Apakah anda pernah menyaksikan seorang guru menangis di depan kelas karena ulah murid-muridnya? Penulis punya pengalaman itu.
Waktu itu kami di PGA (Pendidikan Guru Agama) kelas II atau sekarang kelas XI.
Ibu Guru kami sampai menangis gara-gara seorang teman membuat gaduh di dalam kelas.
Ketika ibu Guru menyuruh teman yang membuat gaduh itu meninggalkan kelas, malah ia semakin berulah.
Hal itulah yang menyebabkan ibu guruku sampai menitikkan air mata.

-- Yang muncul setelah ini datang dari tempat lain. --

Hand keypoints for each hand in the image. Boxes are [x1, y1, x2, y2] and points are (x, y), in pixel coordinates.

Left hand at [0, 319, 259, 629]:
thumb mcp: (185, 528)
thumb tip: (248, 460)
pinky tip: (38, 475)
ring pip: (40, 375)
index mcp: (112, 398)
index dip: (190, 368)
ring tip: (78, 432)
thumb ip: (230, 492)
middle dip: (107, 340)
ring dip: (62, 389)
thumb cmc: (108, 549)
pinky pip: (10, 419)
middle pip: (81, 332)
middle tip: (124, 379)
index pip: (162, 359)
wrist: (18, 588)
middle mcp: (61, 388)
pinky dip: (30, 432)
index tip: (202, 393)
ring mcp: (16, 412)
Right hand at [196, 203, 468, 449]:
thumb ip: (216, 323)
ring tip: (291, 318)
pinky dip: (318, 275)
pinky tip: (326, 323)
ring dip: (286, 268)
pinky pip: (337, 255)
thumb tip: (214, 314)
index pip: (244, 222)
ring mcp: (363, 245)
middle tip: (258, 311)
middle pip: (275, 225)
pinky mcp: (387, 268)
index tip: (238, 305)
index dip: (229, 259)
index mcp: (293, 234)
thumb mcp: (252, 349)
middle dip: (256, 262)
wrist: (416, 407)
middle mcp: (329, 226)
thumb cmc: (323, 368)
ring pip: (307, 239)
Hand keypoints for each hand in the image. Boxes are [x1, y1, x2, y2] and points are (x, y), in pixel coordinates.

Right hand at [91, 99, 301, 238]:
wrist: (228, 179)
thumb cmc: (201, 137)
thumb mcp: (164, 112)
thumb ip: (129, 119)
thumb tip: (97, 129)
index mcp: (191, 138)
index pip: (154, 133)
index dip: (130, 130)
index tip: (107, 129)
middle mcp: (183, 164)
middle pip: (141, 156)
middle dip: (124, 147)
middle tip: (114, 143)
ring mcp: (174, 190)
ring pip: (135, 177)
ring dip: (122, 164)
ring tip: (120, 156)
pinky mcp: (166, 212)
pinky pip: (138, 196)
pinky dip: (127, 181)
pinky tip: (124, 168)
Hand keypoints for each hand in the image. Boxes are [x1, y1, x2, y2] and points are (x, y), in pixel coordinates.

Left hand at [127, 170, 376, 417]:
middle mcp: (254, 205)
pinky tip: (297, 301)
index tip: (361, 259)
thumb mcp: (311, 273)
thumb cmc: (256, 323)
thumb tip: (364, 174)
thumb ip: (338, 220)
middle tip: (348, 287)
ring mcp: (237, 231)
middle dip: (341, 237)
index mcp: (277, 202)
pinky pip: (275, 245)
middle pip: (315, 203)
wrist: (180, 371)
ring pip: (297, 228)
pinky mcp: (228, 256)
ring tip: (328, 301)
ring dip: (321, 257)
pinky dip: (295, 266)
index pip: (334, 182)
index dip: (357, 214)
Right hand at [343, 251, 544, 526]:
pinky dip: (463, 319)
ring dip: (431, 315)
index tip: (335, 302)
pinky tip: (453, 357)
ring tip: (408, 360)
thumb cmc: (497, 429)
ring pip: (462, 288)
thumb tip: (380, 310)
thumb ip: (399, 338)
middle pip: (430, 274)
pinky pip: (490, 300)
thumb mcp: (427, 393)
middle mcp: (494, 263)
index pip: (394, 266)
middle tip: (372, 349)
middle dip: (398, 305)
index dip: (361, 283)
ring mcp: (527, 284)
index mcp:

Itu pengalaman pertama.
Ada juga pengalaman lain. Tapi ini pengalaman yang sungguh unik. Ibu guru menangis gara-gara seorang anak didiknya ulang kelas.
Itulah guru. Ia selalu menghendaki agar anak didiknya terbaik: Â menjadi pintar, naik kelas, lulus ujian, mendapat pekerjaan dan sukses.
Guru yang baik selalu menginginkan agar anak didiknya sukses. Bahkan ia sampai harus menitikkan air mata, bila anak didiknya gagal. Meskipun ia pernah disakiti oleh anak didiknya.
Banyak guru yang mungkin tidak menangis, dalam arti mencucurkan air mata, tetapi mereka menangis dalam hati. Sekali lagi ketika penentuan kenaikan kelas.
Ketika ada siswa yang harus divonis ulang kelas. Ketika penerimaan amplop ujian akhir nasional. Bila ada siswa yang tidak lulus. Maaf bukan tidak tuntas seperti yang dianut kurikulum sekarang ini. Tidak lulus maksudnya ia tidak bisa melanjutkan pendidikan ke jenjang yang lebih tinggi. Artinya dia harus mengulang. Bukan sekedar remedial.